Years of hero-worshipping made it impossible to wipe from one's mind the last photograph of Scott in his huge fur gloves and outsize boots, surrounded by the other members of the expedition, or to forget the poignancy of the final entry in his log, 'For God's sake look after our people'. Yet now it was equally impossible to ignore the fact that the photograph showed the party on foot because of Scott's reckless antipathy to skis and dog-drawn sledges, while 'our people' needed looking after due to his failure to finance the expedition properly. In the end, each cancelled the other out, leaving nothing but contempt for someone who might have had the triumph he yearned for had he been a little more the professional and a little less the gentleman.
Beryl Bainbridge has taken Scott's expedition as the theme of her latest novel, The Birthday Boys, and not the least of its virtues is that it allows another more charitable conclusion. Her story runs from the last desperate fund-raising dinner in Cardiff, through the Terra Nova's long voyage south, to Oates's despairing walk into the snow. It is told through the thoughts of each of the five members of the group who made the assault on the Pole: the boozy, powerful petty officer, Taff Evans; Scott's right hand man, Dr Bill Wilson; Scott himself; the immature but iron-willed naval officer, Birdie Bowers; and the wealthy regular soldier, Captain Titus Oates.
At first sight, the story of five men strug- gling through the Antarctic and doomed to die in the attempt is a long way, both in scale and subject matter from Beryl Bainbridge's usual turf. In the past her characters have struggled simply to survive urban life with their dignity, if not their sanity, intact, and some of her sharpest comedy has been centred on women who had to face this struggle handicapped by impossible children and all too possible lovers. For such an author, it might be thought that the scale of the Antarctic, with its epic spaces and tragic ends, would simply be too great.
In fact it is precisely her understanding of the intensity of small-scale drama which brings Scott and his companions into focus. No longer either heroic or contemptible, they are restored to human dimensions.
As drawn by Bainbridge, each of them is aware of their leader's shortcomings, but each quietens his doubts out of a kind of protective love for Scott. Both Evans and Wilson acknowledge his touchiness and lack of foresight, but confess that he was a man they would die for, while Oates, the least starry-eyed, goes further.

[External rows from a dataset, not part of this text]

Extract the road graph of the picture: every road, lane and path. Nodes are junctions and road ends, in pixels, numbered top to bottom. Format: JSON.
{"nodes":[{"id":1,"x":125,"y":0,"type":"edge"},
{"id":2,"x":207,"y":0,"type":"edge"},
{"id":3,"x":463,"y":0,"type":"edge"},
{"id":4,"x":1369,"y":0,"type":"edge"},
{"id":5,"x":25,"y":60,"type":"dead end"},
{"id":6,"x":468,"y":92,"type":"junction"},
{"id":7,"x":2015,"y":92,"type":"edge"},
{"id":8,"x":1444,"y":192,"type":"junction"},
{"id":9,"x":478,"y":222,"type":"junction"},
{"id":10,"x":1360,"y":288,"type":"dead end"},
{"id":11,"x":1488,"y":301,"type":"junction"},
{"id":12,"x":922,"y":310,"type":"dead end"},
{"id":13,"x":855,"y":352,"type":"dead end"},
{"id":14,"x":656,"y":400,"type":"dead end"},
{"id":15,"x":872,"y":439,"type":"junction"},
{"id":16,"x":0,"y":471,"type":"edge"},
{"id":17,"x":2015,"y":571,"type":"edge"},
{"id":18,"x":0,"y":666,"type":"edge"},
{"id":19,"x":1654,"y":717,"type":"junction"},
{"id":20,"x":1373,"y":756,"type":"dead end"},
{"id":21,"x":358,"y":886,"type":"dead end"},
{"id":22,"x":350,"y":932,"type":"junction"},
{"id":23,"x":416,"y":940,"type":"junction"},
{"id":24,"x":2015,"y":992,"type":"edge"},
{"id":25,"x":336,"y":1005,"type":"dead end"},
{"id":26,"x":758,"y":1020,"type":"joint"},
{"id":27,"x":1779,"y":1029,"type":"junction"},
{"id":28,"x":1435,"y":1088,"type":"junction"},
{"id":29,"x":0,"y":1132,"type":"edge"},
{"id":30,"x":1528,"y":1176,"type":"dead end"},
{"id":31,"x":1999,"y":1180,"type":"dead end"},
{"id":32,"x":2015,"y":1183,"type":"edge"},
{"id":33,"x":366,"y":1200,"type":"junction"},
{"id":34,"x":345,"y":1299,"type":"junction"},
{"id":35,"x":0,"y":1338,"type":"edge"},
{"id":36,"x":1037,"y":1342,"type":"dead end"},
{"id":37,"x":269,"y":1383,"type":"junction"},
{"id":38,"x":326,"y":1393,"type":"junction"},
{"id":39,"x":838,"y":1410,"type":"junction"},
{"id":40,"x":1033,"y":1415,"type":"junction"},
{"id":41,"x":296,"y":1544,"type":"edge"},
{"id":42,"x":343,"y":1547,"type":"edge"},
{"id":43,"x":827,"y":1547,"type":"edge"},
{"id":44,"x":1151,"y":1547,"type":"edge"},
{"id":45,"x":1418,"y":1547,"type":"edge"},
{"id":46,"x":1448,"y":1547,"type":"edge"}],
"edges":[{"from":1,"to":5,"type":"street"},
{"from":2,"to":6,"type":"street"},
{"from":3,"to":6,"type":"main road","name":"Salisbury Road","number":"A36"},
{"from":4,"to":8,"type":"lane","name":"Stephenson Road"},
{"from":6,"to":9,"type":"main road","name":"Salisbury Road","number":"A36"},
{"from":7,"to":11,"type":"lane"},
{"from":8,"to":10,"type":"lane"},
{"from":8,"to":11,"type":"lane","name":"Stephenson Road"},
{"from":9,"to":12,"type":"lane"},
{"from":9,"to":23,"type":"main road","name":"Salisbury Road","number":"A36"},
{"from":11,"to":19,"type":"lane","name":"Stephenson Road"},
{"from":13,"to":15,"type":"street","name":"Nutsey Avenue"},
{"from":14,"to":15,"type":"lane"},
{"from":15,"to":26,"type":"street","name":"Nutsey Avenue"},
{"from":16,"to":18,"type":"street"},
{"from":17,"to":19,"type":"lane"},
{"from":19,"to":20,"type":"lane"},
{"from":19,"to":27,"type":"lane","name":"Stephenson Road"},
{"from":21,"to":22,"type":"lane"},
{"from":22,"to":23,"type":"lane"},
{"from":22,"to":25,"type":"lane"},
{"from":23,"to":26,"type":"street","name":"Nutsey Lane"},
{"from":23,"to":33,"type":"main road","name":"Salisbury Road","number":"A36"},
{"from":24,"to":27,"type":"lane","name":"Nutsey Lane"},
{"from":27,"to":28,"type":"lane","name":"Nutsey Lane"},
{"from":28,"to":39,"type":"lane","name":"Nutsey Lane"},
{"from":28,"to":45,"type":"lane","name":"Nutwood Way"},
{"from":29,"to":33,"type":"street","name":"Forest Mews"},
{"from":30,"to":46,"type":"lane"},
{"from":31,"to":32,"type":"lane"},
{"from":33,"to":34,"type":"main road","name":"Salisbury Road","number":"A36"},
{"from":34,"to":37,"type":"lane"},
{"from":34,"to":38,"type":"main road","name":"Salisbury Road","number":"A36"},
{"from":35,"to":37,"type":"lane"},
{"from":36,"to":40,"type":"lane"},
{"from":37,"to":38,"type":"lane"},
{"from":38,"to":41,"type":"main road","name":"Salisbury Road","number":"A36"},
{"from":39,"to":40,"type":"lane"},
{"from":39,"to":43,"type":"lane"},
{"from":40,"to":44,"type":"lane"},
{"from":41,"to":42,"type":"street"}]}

`I've never known such a man for making mistakes and shifting the blame onto others', he exclaims, and then, knowing that Scott's faults have killed him, admits that:
I had none the less come to recognise his other, more important, qualities, not least his ability to put himself in another's shoes. One could see in his eyes, even when he wasn't blubbing, that his heart was too big for his boots.
She builds up the complexities of this passionate loyalty with considerable skill, slipping easily from Evans's self-confident, lower-deck voice, to Wilson's reserve, Bowers's eagerness and Oates's well-bred irritation. At the centre is Scott's feminine presence, his very perversity and impulsive- ness inciting them to achieve impossible tasks as intoxicatingly as the foibles of a troubadour's lady.
It is a beautiful piece of story-telling. Far more accurately than any biography could do, it catches what must have been Scott's hold on his followers, and I do not know of any other woman writer who could have conveyed the curious tenderness of male companionship so deftly. Finally, and per- haps most valuably, it teaches compassion for fallen heroes.